Made for TV also delves into the muddled psyche of prickly Johnnie. What fuels her angst? How did she end up in L.A.? And why does she seem emotionally trapped in the 1980s, listening exclusively to music from that era and compulsively watching the 1989 film Say Anything? The answers reveal a tale of lost love that might be reclaimed—if the stars in Hollywood align.
Similar Carl Hiaasen's Strip Tease, the farcical Made for TV is a fun read with strong mainstream appeal. The story would be of interest to television aficionados, celebrity-watchers, '80s music fans, and an entire generation of women who fell in love with John Cusack as Lloyd Dobler in Say Anything.
Johnnie glanced in the rearview mirror and sighed as her battered convertible idled in the parking lot. Large, red zits were claiming real estate on her face that wasn't already occupied by fine lines, and her hair was staging a mutiny against the lousy, generic shampoo that smelled like strawberries and cream. She pushed her indignant, brown mane into a large clip and added Make a dermatology appointment with Dr. Zaks and Order a case of obscenely expensive shampoo to her mental list of things to do if she ever had money again.

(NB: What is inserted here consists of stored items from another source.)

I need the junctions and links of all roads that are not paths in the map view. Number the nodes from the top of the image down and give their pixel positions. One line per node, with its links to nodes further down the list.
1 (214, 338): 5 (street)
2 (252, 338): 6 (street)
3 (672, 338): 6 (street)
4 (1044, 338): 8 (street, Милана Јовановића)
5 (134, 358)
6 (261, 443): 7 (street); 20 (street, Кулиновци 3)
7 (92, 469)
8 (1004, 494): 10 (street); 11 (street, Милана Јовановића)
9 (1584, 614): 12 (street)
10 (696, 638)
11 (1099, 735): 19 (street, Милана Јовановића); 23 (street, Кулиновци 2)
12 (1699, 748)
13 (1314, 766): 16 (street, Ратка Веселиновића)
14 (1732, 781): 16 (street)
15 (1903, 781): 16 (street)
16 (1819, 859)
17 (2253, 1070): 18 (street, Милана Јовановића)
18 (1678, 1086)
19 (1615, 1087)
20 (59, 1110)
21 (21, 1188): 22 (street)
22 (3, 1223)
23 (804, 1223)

After applying a few quick dabs of weapons-grade concealer, she silently acknowledged that, at this cash-strapped point in her life, nothing more could be done to salvage her appearance; it was yet another by-product of her idiotic choices, another piper paid. She shoved a pair of sunglasses onto her face, raised her chin to summon whatever determination she could, and set off toward the freeway.
Another sun-kissed morning on the 10. Siouxsie and the Banshees' "Cities in Dust" blared from the car radio as Johnnie navigated the congested California interstate. The song, played at full volume, penetrated her crusty outer layers and connected with a stronger, more vibrant version of herself—the Johnnie she was before—that still dwelled beneath. It lifted Johnnie out of her emotional smog and gave her the motivation she needed to tackle the day's numerous challenges: Made for TV, Sanjay, Kyle, Cat Circus, Dixon-Cooper, sobriety. She'd brought it all on herself.